Melankholiia of Stepan Charnetskyi (Меланхолія Степана Чарнецького) is a book published in 2005 by Nadiia Morykvas about the life and work of Ukrainian poet Stepan Charnetskyi, one of the probable authors of the Ukrainian National Anthem "Oi u luzi chervona kalyna".

==Synopsis==
The book is written in the style of a fictionalized biography.

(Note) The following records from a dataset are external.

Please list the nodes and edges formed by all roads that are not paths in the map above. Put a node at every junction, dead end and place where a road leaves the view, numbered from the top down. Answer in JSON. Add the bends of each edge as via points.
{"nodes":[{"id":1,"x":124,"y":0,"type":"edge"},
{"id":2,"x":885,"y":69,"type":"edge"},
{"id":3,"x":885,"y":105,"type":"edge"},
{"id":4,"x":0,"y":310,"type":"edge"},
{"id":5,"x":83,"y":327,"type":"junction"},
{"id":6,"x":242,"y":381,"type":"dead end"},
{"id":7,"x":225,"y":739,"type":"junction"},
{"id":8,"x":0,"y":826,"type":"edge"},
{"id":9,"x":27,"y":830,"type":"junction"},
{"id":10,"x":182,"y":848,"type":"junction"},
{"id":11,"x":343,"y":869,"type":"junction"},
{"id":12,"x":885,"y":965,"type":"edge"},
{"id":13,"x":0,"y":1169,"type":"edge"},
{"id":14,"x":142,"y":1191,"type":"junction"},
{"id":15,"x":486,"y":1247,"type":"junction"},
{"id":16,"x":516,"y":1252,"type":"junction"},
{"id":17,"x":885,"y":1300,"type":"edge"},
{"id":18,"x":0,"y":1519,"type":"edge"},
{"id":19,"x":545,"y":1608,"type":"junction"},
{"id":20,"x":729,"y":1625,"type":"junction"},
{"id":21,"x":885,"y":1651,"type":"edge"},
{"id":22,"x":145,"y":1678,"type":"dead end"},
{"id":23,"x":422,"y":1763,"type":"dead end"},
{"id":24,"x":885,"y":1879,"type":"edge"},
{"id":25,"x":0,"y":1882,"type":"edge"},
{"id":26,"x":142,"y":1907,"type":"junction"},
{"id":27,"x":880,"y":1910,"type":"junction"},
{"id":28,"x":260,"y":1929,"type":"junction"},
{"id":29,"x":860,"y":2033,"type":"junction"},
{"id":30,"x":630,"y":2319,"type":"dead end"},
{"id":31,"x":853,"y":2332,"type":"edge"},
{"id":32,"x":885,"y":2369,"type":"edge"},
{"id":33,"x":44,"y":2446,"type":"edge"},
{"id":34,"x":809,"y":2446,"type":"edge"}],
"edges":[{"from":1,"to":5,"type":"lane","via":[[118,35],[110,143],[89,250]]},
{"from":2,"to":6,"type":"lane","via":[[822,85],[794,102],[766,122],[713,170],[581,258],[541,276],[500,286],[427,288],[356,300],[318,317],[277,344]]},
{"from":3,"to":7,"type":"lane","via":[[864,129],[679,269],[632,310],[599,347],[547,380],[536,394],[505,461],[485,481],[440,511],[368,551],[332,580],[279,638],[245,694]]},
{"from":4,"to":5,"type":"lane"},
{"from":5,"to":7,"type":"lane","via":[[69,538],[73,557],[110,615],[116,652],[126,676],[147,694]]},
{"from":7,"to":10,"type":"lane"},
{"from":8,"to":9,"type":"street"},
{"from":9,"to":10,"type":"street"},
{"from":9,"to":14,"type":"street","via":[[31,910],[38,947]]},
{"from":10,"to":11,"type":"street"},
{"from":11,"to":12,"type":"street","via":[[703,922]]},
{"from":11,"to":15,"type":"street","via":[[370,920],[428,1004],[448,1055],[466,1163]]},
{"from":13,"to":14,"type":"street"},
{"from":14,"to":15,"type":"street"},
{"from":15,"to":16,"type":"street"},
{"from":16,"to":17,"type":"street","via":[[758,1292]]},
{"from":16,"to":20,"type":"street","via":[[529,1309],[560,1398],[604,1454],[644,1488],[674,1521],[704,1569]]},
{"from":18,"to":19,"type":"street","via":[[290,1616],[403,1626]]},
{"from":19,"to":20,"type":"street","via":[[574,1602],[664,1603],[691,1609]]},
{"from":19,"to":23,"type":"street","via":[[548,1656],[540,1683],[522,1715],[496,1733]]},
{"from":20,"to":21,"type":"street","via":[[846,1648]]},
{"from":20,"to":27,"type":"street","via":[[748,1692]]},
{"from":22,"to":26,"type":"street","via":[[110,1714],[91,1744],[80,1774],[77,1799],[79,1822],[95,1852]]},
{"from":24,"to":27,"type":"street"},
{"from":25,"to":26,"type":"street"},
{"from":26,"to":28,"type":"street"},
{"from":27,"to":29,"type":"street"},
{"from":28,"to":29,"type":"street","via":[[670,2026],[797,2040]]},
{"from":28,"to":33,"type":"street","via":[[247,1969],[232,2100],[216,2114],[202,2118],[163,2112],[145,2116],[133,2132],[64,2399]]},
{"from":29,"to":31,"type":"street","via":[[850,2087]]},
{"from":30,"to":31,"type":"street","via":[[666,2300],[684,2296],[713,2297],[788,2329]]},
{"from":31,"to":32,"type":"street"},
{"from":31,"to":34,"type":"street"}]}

It tells the story of the difficult fate of one of the members of the Lviv literary group "Moloda Muza", the poet Stepan Charnetskyi, who is also the author of short stories and feuilletons, a theater and music critic, and the author of the essay "History of Ukrainian Theater in Galicia".

The writer actualizes the issue of the artist's involvement in the Riflemen's cohort, explores the history of the song "Chervona kalyna", supplements the poet's life story with various details, and also uses archival materials, memoirs of the poet's contemporaries, in particular his daughter Oleksandra Kuchma-Charnetska.

==Reviews==
Valerii Shevchuk, Laureate of the Taras Shevchenko National Prize of Ukraine, was most attracted to the book by the fact that the author showed a deep interest in the Galician "Molodomuzivtsi" who created the phenomenon of early modernism not only in poetry but also in prose.

And PhD in Philology Sofiia Kohut noted that the tradition of the essay is still very weakly rooted in Ukrainian culture, and we probably do not have a tradition of the biographical essay at all. She calls Nadiia Morykvas's work somewhat innovative (although such an aggressive word is not appropriate for her intimate, sophisticated fiction).

Candidate of Philology Iryna Rozdolska emphasizes that Ms. Nadiia made a valuable contribution to the field of Charnetskyi's biography and interpretation of his literary silhouette, represented by the writer's studies: the scientific essay "Melankholiia of Stepan Charnetskyi" and her PhD thesis. Also, philologist Iryna Rozdolska emphasizes how the researcher actualizes the issue of the artist's involvement in the war, the riflemen's cohort, and adds various details to his biography, but leaves the main question of "whether he was at war, when, under what circumstances," etc. open, motivating it by the life and artistic stance of S. Charnetskyi himself. Charnetskyi himself, seeing in his literary heritage an affirmative answer based on the presence of the war theme in his lyrics as the author's existential reaction to geopolitical events.

==Awards==
In 2006, Nadiia Morykvas was awarded the Bohdan Lepkyi Lviv Regional Prize in the prose category for her book Melankholiia of Stepan Charnetskyi.